6. Rollback owner: named role (e.g., on-call), no approval chain.
7. Rollback deadline: end-to-end seconds to minutes.
8. Observability: the deploy marker, the canary dashboard link, the alert route.

Deliverable: a Markdown doc + a working Argo Rollouts or Flagger spec (YAML) that implements it.

Repeat until: you can author both the doc and the spec in under 30 minutes for a new service description, and a teammate can critique it with fewer than 3 findings.

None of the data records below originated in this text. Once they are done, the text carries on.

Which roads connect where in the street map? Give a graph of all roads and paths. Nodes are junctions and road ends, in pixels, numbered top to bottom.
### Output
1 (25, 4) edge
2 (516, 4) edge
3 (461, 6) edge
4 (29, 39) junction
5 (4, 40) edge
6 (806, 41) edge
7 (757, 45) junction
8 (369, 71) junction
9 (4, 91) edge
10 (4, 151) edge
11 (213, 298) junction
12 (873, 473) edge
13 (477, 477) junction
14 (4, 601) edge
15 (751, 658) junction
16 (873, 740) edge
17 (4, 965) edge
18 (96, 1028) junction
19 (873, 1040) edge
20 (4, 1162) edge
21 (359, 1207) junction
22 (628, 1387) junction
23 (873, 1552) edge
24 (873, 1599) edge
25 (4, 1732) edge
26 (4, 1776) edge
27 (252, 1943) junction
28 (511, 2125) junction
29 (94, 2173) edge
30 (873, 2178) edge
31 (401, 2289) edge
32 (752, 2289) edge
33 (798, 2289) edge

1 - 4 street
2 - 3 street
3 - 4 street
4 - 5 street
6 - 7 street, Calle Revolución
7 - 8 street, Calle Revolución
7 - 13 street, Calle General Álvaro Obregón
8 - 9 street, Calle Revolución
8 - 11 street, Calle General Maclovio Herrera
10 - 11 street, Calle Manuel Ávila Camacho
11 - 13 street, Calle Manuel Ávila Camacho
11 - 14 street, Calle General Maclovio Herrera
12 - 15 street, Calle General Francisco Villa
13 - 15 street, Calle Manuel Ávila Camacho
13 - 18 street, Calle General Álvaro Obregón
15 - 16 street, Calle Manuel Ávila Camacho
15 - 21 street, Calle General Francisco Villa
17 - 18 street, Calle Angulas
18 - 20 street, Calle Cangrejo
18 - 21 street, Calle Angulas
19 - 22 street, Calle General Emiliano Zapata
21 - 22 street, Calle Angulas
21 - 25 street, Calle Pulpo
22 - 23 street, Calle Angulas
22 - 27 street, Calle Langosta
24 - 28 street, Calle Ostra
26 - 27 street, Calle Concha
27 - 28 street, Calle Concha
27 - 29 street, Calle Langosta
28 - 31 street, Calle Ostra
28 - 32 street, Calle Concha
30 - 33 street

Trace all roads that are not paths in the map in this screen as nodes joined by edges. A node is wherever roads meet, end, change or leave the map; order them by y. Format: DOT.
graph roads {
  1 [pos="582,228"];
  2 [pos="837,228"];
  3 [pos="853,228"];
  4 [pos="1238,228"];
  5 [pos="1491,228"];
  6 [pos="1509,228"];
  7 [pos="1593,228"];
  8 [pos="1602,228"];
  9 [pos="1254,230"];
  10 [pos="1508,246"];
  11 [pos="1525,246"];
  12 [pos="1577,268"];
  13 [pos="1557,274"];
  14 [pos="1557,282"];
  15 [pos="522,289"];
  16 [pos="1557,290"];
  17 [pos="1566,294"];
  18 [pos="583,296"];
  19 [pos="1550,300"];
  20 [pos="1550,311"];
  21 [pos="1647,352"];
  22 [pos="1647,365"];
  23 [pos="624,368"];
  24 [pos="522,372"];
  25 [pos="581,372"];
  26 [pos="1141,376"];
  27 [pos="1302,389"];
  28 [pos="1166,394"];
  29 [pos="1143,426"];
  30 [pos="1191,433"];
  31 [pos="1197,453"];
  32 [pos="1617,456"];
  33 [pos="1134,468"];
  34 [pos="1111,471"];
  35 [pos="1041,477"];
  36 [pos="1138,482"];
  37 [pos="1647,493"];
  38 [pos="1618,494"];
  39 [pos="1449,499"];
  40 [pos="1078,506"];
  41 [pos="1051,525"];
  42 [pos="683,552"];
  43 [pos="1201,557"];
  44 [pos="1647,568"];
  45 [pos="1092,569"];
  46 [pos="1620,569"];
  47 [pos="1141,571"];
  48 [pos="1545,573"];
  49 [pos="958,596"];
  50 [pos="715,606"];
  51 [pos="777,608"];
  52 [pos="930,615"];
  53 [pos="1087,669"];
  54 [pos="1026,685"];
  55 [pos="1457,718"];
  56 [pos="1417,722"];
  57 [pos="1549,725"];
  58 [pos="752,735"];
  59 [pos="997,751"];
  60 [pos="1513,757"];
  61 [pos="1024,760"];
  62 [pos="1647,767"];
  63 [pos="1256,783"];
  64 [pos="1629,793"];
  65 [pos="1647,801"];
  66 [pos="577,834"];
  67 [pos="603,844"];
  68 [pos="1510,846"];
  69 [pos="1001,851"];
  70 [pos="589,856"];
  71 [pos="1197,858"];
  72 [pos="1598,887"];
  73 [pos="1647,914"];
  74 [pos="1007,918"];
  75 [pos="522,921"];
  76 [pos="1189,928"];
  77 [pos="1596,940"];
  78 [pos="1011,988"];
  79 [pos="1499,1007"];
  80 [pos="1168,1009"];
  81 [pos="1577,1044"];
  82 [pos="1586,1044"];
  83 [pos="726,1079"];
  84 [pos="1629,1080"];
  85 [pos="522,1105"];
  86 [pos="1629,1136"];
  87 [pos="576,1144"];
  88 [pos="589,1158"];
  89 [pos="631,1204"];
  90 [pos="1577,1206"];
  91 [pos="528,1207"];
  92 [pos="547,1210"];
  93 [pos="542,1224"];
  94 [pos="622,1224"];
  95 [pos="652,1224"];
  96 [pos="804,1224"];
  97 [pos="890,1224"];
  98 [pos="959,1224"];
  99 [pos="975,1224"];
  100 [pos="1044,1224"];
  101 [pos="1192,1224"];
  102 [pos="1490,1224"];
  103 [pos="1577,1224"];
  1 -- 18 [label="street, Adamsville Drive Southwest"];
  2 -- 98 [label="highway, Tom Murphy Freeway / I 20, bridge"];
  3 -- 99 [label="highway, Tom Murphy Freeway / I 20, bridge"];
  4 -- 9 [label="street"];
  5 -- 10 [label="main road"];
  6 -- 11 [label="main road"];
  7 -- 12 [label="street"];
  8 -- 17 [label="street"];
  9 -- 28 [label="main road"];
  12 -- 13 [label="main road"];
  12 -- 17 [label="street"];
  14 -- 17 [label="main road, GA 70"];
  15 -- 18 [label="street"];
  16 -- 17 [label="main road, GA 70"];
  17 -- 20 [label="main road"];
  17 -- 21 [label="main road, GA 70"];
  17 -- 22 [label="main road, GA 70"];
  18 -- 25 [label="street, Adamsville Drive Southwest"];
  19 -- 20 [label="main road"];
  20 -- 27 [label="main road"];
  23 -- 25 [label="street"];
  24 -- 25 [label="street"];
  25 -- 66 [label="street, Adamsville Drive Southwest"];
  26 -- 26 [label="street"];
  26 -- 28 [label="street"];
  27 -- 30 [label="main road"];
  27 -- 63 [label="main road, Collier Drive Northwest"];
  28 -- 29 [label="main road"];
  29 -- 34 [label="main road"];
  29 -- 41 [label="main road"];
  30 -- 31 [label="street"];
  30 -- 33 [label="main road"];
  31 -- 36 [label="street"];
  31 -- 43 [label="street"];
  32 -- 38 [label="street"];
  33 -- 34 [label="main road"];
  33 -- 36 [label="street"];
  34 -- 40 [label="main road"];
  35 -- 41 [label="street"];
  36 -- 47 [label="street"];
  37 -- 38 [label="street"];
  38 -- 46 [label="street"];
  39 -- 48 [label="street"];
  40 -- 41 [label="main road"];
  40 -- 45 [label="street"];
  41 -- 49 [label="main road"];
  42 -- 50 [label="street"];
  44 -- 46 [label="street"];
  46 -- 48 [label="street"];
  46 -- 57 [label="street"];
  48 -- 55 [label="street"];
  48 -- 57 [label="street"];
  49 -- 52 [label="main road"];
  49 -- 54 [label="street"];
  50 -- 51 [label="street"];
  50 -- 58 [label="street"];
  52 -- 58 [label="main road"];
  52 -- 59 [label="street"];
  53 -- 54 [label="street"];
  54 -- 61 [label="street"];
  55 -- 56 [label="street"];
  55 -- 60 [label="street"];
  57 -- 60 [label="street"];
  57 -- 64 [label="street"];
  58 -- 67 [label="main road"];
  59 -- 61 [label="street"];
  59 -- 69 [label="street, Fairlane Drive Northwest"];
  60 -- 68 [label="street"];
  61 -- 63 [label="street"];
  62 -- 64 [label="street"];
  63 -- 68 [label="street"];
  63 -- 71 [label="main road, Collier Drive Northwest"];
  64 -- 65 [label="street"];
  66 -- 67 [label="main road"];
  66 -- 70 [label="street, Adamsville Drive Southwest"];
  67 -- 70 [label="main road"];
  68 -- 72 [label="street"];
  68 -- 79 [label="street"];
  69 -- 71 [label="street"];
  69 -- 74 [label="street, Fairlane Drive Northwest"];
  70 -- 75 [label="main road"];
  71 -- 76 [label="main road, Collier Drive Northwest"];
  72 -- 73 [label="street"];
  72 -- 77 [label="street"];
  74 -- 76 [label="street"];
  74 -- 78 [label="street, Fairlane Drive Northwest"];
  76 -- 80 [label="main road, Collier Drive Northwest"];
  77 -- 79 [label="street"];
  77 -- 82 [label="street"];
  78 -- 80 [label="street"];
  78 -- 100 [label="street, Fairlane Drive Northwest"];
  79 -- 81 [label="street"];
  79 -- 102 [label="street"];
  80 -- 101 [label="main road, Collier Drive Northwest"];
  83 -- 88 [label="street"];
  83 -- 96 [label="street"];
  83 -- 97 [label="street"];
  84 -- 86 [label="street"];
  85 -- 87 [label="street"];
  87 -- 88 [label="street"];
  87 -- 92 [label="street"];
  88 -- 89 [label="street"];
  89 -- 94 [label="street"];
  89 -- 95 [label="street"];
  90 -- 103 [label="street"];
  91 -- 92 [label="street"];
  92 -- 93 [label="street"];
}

Kata 3: Expand/Contract Migration Paired with Backward-Compatible Code

Time limit: 45 minutes
Goal: operational fluency with DB schema changes that do not require downtime.
Setup: pick any non-trivial column change. Recommended: split a full_name column into first_name + last_name.

Produce four separately shippable PRs:

1. PR 1 -- Expand. Migration that ADD COLUMN first_name, ADD COLUMN last_name. Code: dual-write on save, continue reading full_name.
2. PR 2 -- Backfill. Migration to populate first_name / last_name for existing rows. Code unchanged.
3. PR 3 -- Switch reads. Code change: read first_name / last_name, fall back to parsing full_name if null. No schema change.
4. PR 4 -- Contract. Stop writing full_name. Later PR: ALTER TABLE ... DROP COLUMN full_name.

For each PR, state:

• the rollback path from that deployed state
• the minimum time window between this deploy and the next
• what metric you would watch to confirm it is safe to proceed

Repeat until: you can sketch the four PRs and the transitions from memory in < 45 minutes, and you can name at least one alternative change type (add nullable column, change column type, split row into two tables) and adapt the pattern.

Kata 4: Write a Release Note Generator Spec

Time limit: 30 minutes
Goal: formalize release-note generation rules so they can be automated.
Setup: a repo using Conventional Commits (or pick one to retrofit).

Produce a specification document covering:

1. Input. Range of commits (vA..vB). Optional: PR metadata from the forge API.
2. Grouping rules. How commit types map to changelog sections:
   • feat: -> Added
   • fix: -> Fixed
   • refactor: / perf: -> optional Changed
   • docs: / chore: -> excluded by default
   • BREAKING CHANGE: or feat!: -> Changed plus a ### Breaking Changes subsection
3. Version bump logic. How the presence of feat: vs fix: vs BREAKING CHANGE: determines MAJOR/MINOR/PATCH.
4. Commit-to-entry transform. Rules for turning a commit subject into a bullet: strip type prefix, capitalize, include PR link if available, group by scope if present.
5. Output. Full Markdown block ready to drop into CHANGELOG.md; separate human-facing summary for release notes.
6. Edge cases. Reverts, merges of merges, squash-merge scopes, Dependabot PRs.
7. Example. Run the spec against a real past release manually; compare with what was actually published.

Repeat until: two teammates, given the spec and the same commit range, produce identical changelog Markdown without consulting each other.

Completion Standard

• Each kata completed end-to-end, in order, at least once.
• Kata 1 and 2 repeated until within the time limit.
• Kata 3 validated against a real production-like dataset (row counts on staging, not unit-test fixtures).
• Kata 4 spec used to generate at least one real release note.